De droite à gauche : Jacques Bertin et Christian
Chenault à Bouchemaine (Maine-et-Loire)
En écoutant et réécoutant Jacques
Bertin, une évidence nous saute aux oreilles : son attachement
à la Loire et plus précisément à Chalonnes-sur-Loire.
Nous avons donc voulu en savoir plus et sommes allés à sa
rencontre par un beau dimanche de mars, à Bouchemaine, sur les
bords de … la Maine.
Prix du disque de l'académie Charles-Cros en 1967, il avait alors
21 ans, "Fine fleur de la chanson française" de Luc Bérimont,
révélé au grand public en 1970 par son album "Fête
étrange" (qui lui vaut d'apparaître dans "L'anthologie
de la chanson française" de 1971), voici plus de quarante
ans que Jacques Bertin creuse discrètement mais sûrement
son sillon dans la poésie et la chanson de qualité. Nous
l'avions découvert en 1975 à Orléans (invité
alors par le Cercle laïque des Tourelles) et nous l'avons retrouvé
en 2008 à l'occasion du troisième "Festival de Travers" :
toujours la même présence, la même puissance du verbe,
le même enchantement… Une seule différence : estimant
que les jeux de jambes ne rajoutent rien à cette présence
en scène, voire au contraire la parasitent, Jacques Bertin depuis
sept ou huit ans chante assis : "Enlever les jambes ramène
au texte", dit-il non sans humour, dans un de ses "mots"
(1).
Il faut savoir et dire que Bertin est un grand de la chanson française,
descendant direct d'un Léo Ferré qu'il chante d'ailleurs
à merveille. Poète lui-même et brillant interprète
de grands poètes : René Guy Cadou, Luc Bérimont,
Louis Aragon, Nazim Hikmet… Jacques Bertin c'est l'éternel amoureux
cherchant à panser ses blessures (Je vous écris pour
vous dire que si l'on souffre), pleurant une séparation (Paysage)

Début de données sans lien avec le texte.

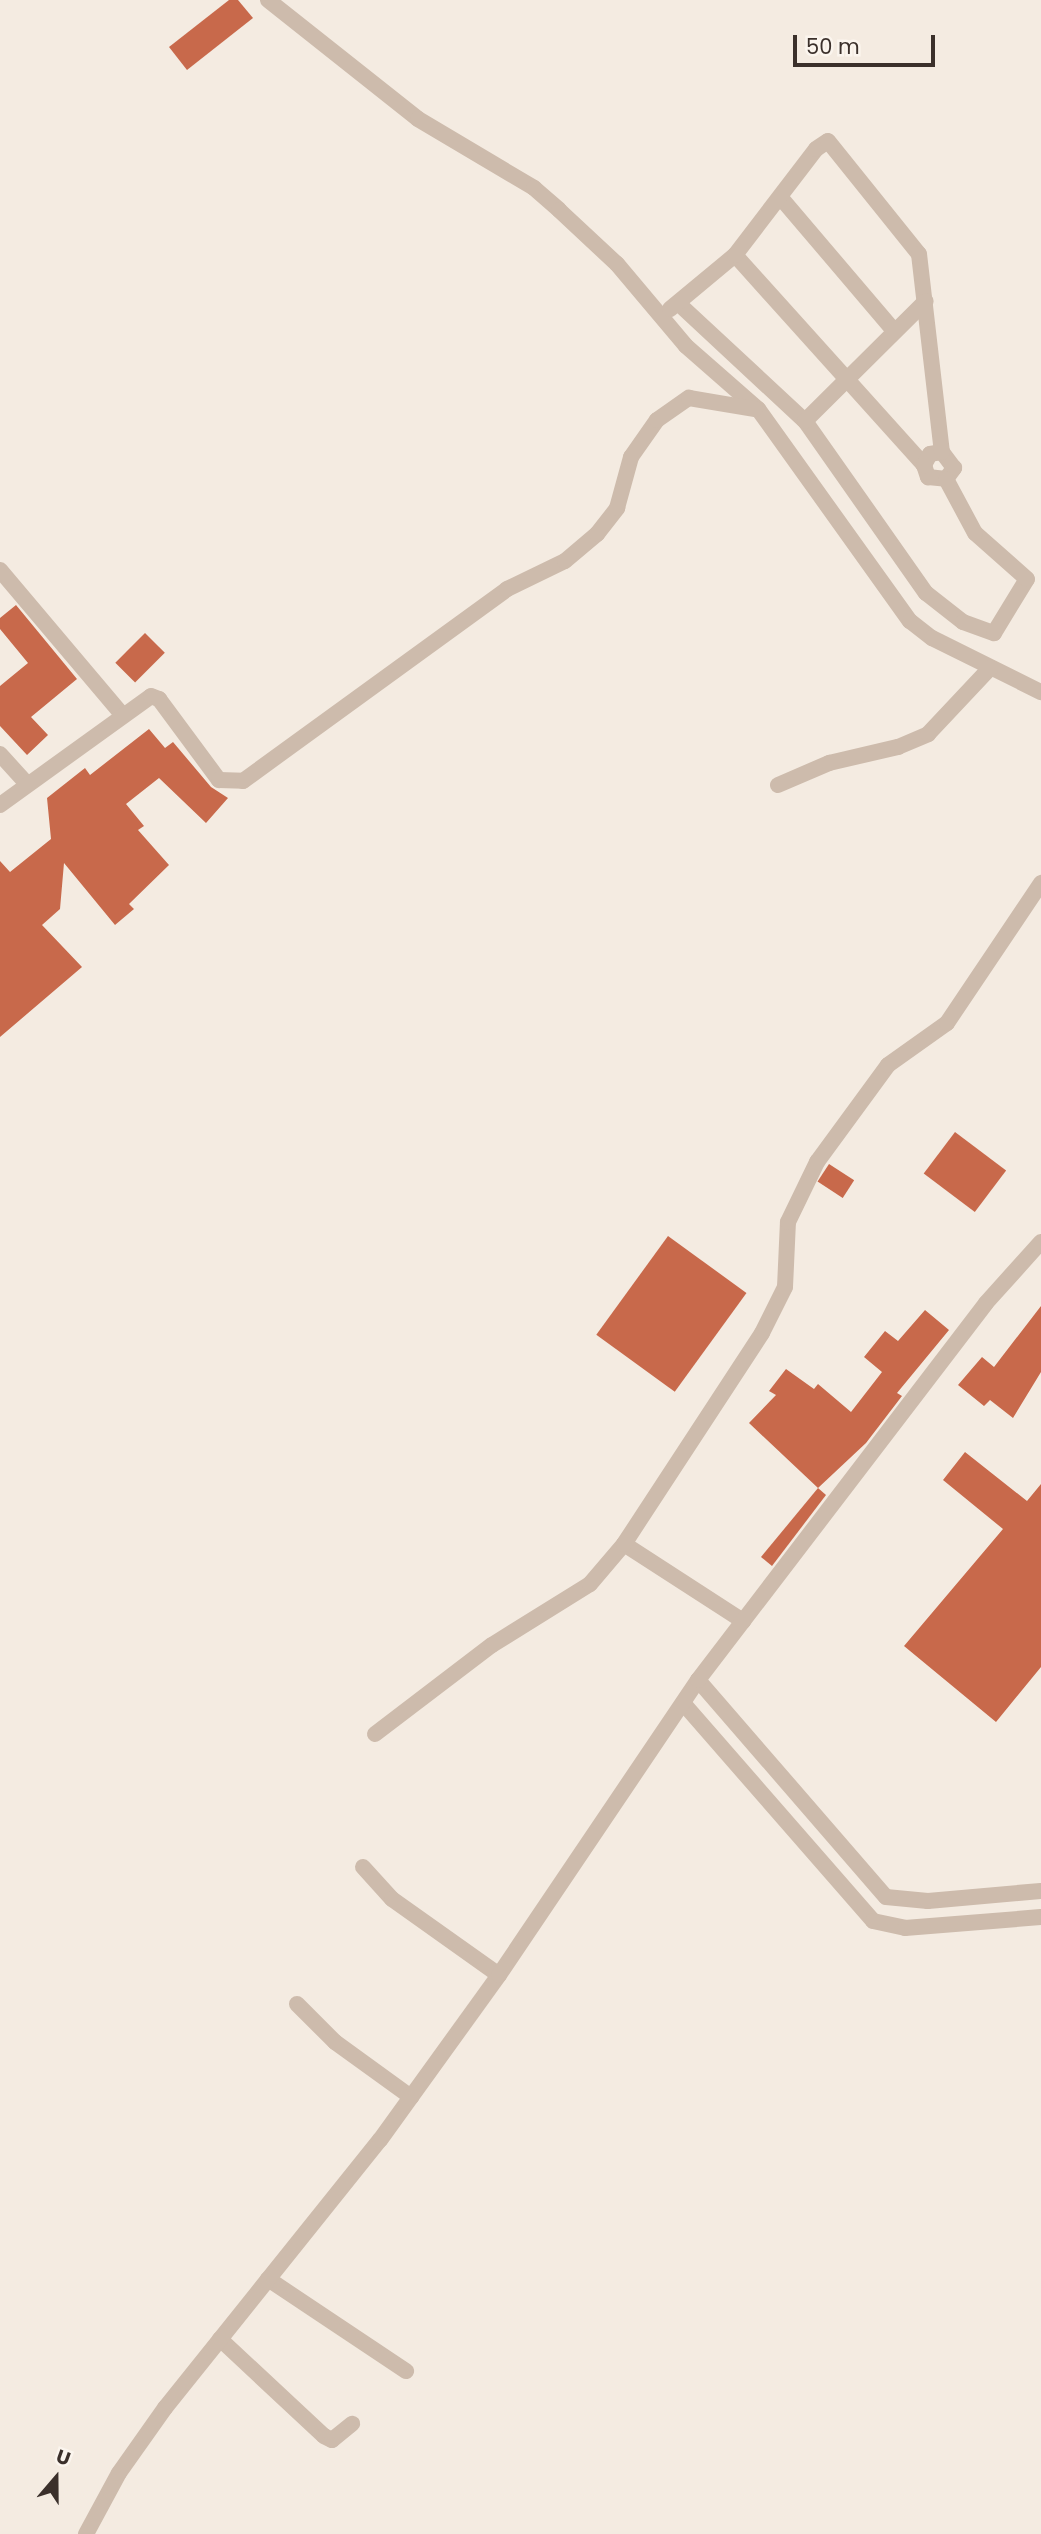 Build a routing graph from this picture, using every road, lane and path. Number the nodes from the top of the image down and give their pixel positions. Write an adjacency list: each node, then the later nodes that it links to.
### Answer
1 (268, 0): 6 (street)
2 (780, 198): 3 (street); 4 (street); 7 (street)
3 (735, 255): 5 (street); 8 (street)
4 (926, 301): 7 (street); 11 (street)
5 (679, 304): 6 (street); 10 (street)
6 (659, 316): 9 (street)
7 (894, 331): 8 (street)
8 (847, 379): 10 (street); 12 (street)
9 (758, 409): 15 (street); 17 (street)
10 (805, 421): 13 (street)
11 (942, 452): 12 (street); 13 (street)
12 (924, 465): 13 (street)
13 (946, 479)
14 (0, 570): 17 (street)
15 (990, 668): 16 (street); 20 (street)
16 (1041, 692)
17 (121, 713): 19 (street)
18 (0, 754): 19 (street)
19 (27, 784): 21 (street)
20 (778, 785)
21 (0, 805)
22 (1041, 884): 24 (street)
23 (1041, 1242): 25 (street)
24 (624, 1544): 25 (street); 28 (street)
25 (743, 1621): 26 (street)
26 (698, 1680): 27 (street); 29 (street)
27 (683, 1703): 30 (street); 36 (street)
28 (375, 1734)
29 (755, 1746): 30 (street); 32 (street)
30 (737, 1765): 33 (street)
31 (363, 1867): 36 (street)
32 (861, 1867): 33 (street); 34 (street)
33 (842, 1885): 35 (street)
34 (1041, 1891)
35 (1041, 1917)
36 (499, 1975): 38 (street)
37 (297, 2004): 38 (street)
38 (411, 2097): 39 (street)
39 (268, 2279): 40 (street); 41 (street)
40 (220, 2339): 42 (street); 43 (street)
41 (406, 2371)
42 (352, 2424)
43 (86, 2534)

et guettant un retour (Encore vous…). Celui-ci, qui a une trentaine
d'albums à son actif ainsi qu'une dizaine d'ouvrages (poésie,
essais, romans) fut aussi un remarquable journaliste puisque de 1989 à
2000, il dirigea les pages culturelles de l'hebdomadaire Politis.
Beaucoup se souviennent de ses éditoriaux à la plume douce-amère
(2), voire conservent précieusement quelques
numéraux spéciaux comme celui de février-mars 2000
consacré à l'Education populaire : une référence
dans le métier ! (3)
Breton, Vendéen, ou Angevin ?
La famille de Jacques Bertin n'est pas originaire de l'Anjou. Ses racines
familiales il faut aller les chercher du côté de la Bretagne
(en pays Gallo exactement) pour ce qui est de ses grands-parents paternels
et du côté vendéen pour ce qui est de ses grands-parents
maternels. Ce n'est qu'en 1936 que ceux-ci vinrent s'établir à
Chalonnes-sur-Loire. Jacques Bertin, quant à lui, est né
à Rennes et a dû vivre sa jeunesse, si l'on en croit ses
chansons, du côté de Louvigné-du-Désert, dans
cette "paroisse, périphérie de la paix"
où l'on attend les trains de Combourg et Dol. Contrairement à
ce que l'on pourrait penser en écoutant Les Anglais bombardaient
les ponts (où il est déjà question de la Loire
et des Ponts-de-Cé) ses parents ne vivaient pas à Chalonnes.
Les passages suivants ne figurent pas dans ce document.